KARACHI, 28 June 2007 — Pakistani rescuers were trying their best to reach cyclone-hit villages to provide relief and rehabilitation to thousands of stranded villagers, while in neighboring India, snakes and scorpions hampered efforts to help storm victims.
Thousands of people were stranded on rooftops and tree branches yesterday as cyclone-spawned floods surged through towns and villages of Pakistan’s coastline.
In the torm-tossed Arabian Sea, Pakistan Navy yesterday rescued over hundred fishermen off Karachi coast.
Early rainy season storms in South Asia have killed nearly 400 people since late last week and more bad weather for at least parts of the region was on the way, weather officials said. Up to 60,000 people in the southwestern Pakistani province of Balochistan were affected by a cyclone that hit on Tuesday, killing at least 21 people.
“The situation is out of our hands, it’s out of control. The entire town has been inundated and people have taken refuge in tall buildings and trees,” Rauf Rind, the mayor of the town of Kach, told Reuters.
The Kach district was also in danger from an over-flowing dam, said provincial government spokesman Raziq Bugti.
Stretches of road and several bridges along the coast have been swept away while communications with worst-hit areas are patchy and much of the coast is without power, officials said.
“We are really facing difficulties in evacuating stranded residents,” said Bugti. “There’s no road links and we have just one option — that’s helicopters — but they can’t be used unless the sky is clear.” Scattered rain was expected until Thursday. Head of a provincial disaster management authority, Khuda Bakhsh Baloch, said about 35 villages had been inundated.
“Many of the houses were built of mud and they collapsed because of the water,” he said. Tropical Cyclone Yemyin hit Balochistan three days after another storm struck Karachi, killing about 230 people, many when fierce wind brought down slum houses.
Karachi was spared the full force of the cyclone but nevertheless five people were killed, an ambulance service official said.
Power was restored to most of Karachi by yesterday but up to 10 percent of the city was still without electricity, a power corporation official said.
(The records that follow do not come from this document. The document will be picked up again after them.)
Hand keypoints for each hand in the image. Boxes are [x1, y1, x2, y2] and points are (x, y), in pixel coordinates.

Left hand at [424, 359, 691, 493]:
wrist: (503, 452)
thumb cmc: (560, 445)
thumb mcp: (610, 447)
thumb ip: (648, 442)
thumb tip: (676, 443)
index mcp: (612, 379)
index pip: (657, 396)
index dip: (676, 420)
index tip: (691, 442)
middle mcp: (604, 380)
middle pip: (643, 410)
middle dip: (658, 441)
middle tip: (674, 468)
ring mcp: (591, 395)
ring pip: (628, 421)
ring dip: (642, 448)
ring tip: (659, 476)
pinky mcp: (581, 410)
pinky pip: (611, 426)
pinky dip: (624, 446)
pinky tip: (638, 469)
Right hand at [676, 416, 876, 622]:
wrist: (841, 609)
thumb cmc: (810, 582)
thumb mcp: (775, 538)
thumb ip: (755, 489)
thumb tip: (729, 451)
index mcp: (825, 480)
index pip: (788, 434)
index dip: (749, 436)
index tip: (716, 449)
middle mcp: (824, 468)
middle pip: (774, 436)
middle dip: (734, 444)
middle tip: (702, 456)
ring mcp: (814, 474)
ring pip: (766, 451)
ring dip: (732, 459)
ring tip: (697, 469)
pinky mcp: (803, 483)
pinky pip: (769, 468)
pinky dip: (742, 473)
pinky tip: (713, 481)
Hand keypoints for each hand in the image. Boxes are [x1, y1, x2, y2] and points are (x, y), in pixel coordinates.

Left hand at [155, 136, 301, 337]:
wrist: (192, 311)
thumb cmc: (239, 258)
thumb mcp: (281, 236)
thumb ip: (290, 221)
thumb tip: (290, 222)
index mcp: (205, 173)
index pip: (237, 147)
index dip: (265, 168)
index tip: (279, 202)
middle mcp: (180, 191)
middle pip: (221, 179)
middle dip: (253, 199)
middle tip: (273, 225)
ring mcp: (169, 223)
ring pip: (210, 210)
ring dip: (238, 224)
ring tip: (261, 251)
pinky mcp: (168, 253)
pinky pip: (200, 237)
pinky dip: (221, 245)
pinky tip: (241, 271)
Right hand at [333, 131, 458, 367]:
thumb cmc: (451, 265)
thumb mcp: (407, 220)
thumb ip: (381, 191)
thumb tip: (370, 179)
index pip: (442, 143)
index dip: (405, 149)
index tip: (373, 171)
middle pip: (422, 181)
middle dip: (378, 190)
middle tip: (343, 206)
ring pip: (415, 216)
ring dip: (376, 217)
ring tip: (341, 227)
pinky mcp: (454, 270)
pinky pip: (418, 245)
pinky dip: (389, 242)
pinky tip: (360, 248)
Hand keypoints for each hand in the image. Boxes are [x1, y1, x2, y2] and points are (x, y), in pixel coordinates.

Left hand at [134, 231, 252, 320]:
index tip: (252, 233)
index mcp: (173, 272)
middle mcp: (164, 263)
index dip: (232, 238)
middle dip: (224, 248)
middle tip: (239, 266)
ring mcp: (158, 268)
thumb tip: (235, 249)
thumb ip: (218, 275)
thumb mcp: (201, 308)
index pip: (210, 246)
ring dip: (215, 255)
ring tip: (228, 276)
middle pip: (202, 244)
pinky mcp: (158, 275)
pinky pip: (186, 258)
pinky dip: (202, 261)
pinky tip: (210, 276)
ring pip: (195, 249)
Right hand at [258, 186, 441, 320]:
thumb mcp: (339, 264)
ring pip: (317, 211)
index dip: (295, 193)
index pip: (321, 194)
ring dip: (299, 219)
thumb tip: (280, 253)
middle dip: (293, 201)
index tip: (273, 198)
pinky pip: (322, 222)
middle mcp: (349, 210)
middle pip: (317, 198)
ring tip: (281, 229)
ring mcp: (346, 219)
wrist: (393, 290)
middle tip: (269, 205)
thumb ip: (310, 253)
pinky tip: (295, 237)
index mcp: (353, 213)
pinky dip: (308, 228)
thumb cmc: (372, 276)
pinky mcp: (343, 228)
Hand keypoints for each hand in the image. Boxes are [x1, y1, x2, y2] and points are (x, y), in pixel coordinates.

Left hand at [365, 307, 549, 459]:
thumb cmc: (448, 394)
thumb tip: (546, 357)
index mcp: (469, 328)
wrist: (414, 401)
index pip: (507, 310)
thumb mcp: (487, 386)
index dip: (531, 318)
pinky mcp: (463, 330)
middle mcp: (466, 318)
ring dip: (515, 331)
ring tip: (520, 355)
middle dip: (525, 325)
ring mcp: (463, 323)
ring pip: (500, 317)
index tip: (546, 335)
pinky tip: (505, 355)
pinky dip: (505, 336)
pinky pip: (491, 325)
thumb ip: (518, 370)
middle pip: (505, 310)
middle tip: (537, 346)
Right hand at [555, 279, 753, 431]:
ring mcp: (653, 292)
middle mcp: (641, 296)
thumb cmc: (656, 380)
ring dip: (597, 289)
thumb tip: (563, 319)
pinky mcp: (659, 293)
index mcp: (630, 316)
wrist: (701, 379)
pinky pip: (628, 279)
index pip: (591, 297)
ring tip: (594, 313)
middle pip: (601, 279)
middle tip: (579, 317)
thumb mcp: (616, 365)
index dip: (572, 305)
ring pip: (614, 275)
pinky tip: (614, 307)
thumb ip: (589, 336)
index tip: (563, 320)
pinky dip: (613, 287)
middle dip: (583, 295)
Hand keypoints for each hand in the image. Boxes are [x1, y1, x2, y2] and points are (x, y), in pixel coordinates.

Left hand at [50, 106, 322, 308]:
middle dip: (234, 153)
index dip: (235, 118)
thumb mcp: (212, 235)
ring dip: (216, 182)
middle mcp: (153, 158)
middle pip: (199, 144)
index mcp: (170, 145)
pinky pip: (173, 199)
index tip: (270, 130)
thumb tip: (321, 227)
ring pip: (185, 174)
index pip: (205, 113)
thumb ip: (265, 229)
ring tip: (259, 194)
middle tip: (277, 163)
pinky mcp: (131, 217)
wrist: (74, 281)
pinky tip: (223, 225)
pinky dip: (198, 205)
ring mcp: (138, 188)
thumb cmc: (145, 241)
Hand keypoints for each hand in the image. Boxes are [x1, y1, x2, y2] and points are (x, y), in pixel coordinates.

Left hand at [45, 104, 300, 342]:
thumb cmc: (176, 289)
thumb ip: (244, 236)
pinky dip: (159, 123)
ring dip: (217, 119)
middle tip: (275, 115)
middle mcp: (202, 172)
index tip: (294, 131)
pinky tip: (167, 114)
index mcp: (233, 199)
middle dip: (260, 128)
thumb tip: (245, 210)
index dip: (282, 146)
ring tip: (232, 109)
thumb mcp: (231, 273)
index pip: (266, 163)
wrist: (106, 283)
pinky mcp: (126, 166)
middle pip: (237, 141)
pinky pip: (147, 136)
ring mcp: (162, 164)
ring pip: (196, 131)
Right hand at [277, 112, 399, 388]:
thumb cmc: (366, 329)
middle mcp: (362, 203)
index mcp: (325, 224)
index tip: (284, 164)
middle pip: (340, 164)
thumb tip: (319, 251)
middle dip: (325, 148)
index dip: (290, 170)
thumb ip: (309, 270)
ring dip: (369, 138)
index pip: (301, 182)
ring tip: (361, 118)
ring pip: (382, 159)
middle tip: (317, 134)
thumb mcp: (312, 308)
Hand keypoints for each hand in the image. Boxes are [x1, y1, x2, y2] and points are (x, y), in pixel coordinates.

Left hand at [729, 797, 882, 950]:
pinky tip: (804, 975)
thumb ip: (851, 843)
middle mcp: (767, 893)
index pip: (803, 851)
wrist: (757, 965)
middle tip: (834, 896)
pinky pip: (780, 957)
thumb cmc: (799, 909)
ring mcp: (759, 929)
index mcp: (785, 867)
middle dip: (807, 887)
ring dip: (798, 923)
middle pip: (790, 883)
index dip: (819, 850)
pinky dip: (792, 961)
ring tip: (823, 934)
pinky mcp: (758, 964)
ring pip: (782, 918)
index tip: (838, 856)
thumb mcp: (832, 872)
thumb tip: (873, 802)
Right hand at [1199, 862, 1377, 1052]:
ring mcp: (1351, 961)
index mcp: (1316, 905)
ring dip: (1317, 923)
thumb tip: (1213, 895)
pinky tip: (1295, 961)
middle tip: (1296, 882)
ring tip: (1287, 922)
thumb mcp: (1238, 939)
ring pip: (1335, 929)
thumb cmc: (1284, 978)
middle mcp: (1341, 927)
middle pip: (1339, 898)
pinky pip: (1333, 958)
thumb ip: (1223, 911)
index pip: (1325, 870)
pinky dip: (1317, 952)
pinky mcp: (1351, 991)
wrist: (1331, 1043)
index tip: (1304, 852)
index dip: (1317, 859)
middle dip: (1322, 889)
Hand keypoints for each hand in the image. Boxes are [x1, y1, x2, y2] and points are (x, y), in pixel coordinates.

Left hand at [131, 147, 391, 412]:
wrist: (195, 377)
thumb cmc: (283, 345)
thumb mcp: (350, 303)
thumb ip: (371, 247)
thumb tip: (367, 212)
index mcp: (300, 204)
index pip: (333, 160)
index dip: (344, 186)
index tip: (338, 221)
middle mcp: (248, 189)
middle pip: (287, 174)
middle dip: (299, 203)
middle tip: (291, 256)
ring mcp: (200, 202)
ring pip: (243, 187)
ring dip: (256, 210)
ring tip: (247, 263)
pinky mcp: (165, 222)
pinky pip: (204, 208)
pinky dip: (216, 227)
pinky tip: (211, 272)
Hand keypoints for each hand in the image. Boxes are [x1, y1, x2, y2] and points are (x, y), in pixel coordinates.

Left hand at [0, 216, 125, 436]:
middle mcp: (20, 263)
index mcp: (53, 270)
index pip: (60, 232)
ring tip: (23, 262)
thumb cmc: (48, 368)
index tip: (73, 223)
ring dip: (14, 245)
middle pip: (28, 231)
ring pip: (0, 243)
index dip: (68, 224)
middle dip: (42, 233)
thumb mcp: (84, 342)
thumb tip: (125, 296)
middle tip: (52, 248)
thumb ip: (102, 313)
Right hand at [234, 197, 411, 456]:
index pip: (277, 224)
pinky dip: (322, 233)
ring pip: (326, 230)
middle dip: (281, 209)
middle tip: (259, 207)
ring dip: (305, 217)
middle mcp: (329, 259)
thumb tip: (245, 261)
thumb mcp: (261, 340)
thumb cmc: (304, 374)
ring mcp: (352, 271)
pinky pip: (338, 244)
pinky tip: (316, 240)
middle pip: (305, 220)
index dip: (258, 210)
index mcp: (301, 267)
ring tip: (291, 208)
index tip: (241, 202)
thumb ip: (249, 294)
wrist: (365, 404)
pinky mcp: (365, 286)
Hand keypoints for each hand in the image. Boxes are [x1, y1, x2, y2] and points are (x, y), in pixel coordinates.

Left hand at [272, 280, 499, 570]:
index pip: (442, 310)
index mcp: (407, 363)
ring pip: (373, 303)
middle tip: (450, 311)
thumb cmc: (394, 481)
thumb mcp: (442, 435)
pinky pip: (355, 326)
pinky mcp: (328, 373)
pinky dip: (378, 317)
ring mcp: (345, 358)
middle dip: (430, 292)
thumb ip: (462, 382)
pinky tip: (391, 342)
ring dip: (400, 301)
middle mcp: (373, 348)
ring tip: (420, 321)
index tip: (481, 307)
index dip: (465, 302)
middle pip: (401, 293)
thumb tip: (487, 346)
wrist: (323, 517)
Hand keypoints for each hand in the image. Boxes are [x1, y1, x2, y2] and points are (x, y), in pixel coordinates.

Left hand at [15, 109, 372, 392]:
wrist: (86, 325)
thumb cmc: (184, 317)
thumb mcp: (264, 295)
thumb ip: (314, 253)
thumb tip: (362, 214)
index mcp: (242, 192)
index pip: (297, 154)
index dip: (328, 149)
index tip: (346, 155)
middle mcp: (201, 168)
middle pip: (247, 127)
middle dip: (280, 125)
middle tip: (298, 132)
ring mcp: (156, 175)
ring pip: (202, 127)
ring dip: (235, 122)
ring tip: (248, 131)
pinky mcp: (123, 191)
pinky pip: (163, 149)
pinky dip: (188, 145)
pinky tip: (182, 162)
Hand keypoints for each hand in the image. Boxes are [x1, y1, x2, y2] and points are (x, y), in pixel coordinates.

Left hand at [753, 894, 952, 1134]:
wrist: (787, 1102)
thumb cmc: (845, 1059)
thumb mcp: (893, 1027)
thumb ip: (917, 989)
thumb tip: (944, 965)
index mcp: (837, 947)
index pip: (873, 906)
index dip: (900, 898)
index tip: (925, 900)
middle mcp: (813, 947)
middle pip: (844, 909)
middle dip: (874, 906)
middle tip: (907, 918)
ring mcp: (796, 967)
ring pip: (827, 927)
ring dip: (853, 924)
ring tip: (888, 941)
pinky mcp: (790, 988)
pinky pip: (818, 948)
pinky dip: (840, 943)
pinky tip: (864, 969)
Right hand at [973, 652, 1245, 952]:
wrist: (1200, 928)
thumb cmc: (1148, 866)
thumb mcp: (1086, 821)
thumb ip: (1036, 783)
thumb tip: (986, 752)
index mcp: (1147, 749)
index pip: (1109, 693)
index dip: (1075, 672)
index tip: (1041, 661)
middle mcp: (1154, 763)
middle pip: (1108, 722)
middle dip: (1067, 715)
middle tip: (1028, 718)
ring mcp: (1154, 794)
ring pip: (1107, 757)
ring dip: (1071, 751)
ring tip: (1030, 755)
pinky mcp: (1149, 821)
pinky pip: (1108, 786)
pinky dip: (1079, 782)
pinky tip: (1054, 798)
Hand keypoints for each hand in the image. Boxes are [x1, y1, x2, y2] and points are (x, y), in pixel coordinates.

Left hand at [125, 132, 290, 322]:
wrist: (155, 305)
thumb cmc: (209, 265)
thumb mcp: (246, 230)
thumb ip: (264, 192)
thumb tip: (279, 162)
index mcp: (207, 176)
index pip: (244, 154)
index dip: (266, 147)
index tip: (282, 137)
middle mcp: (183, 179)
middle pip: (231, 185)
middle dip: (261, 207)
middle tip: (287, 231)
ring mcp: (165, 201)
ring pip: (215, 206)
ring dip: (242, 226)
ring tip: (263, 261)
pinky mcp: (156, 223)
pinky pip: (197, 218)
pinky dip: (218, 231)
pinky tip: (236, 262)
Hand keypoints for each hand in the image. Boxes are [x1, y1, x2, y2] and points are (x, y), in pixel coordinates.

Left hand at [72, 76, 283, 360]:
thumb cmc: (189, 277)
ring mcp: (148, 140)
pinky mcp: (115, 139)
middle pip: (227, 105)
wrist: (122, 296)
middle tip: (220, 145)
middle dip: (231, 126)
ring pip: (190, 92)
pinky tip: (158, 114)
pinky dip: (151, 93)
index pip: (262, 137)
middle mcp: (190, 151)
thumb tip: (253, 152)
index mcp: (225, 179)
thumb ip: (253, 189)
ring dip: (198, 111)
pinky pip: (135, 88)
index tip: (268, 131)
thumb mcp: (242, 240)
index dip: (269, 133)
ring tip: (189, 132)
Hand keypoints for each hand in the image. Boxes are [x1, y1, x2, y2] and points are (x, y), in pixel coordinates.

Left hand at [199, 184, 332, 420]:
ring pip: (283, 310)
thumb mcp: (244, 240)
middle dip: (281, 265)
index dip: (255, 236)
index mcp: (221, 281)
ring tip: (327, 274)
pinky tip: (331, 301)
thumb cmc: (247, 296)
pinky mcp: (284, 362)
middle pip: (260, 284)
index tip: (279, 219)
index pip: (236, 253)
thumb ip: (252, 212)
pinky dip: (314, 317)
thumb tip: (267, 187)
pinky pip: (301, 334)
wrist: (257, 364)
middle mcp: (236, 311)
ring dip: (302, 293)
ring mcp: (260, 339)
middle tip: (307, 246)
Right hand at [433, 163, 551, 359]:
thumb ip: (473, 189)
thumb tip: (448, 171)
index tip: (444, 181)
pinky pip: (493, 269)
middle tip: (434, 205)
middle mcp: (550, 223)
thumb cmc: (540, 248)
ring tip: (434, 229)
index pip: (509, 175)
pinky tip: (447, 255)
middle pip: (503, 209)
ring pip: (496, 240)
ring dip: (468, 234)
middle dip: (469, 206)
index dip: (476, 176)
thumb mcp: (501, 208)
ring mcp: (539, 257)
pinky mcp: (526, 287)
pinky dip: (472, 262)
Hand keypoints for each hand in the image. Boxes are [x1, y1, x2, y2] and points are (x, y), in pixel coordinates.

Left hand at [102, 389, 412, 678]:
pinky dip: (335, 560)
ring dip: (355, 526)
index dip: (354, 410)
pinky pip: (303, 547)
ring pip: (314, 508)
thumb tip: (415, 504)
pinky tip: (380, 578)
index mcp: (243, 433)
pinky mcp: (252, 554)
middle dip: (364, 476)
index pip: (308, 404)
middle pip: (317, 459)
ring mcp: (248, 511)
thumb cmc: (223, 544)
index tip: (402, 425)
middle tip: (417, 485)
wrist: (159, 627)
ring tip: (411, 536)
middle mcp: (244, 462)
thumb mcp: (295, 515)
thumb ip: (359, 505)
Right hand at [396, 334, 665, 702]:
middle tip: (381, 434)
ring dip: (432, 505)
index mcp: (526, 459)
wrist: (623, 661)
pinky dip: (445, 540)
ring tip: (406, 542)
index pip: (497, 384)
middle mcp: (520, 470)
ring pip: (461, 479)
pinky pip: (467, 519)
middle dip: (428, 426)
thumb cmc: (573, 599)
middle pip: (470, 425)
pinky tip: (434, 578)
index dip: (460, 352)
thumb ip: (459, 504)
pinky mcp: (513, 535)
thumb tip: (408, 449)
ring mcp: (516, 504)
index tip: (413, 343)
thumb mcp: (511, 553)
The navy rescued 146 fishermen, including eight whose boat sank, but there was no information on the crew of another boat that sank, a navy spokesman said.
A ship had been sent to rescue the crew of a foreign merchant vessel, he added.
Sindh Relief Commissioner Anwar Haider said that the local administration had helped thousands of people in the coastal areas of Karachi, Badin, Thatta, Keti Bander and Shah Bandar. “Most of them have returned to their home as the cyclone is over now,” he added.
In neighboring India, authorities have been evacuating tens of thousands of people threatened by flooding as the toll from havoc wrecked by the arrival of the rainy season topped 150.
Thousands of villages have been left without basic services in the worst-hit southern state, Andhra Pradesh, and some villagers were stranded on rooftops for a fifth day.
The town of Kurnool, 215 km southwest of the state capital, Hyderabad, was badly hit by flooding. “Rain water has entered into protected drinking water systems in over 500 villages and four towns,” said district chief M. Danakishore. Snakes and scorpions were hindering efforts by soldiers trying to clear debris from 1,200 km of roads and plugging breaches in 120 reservoirs, authorities said.
Indian weather officials forecast heavy rain on the east coast, with a storm in the Bay of Bengal due to hit Andhra Pradesh and Orissa state in the next 48 hours. Fishermen have been advised not to go to sea and danger signs have been raised at ports.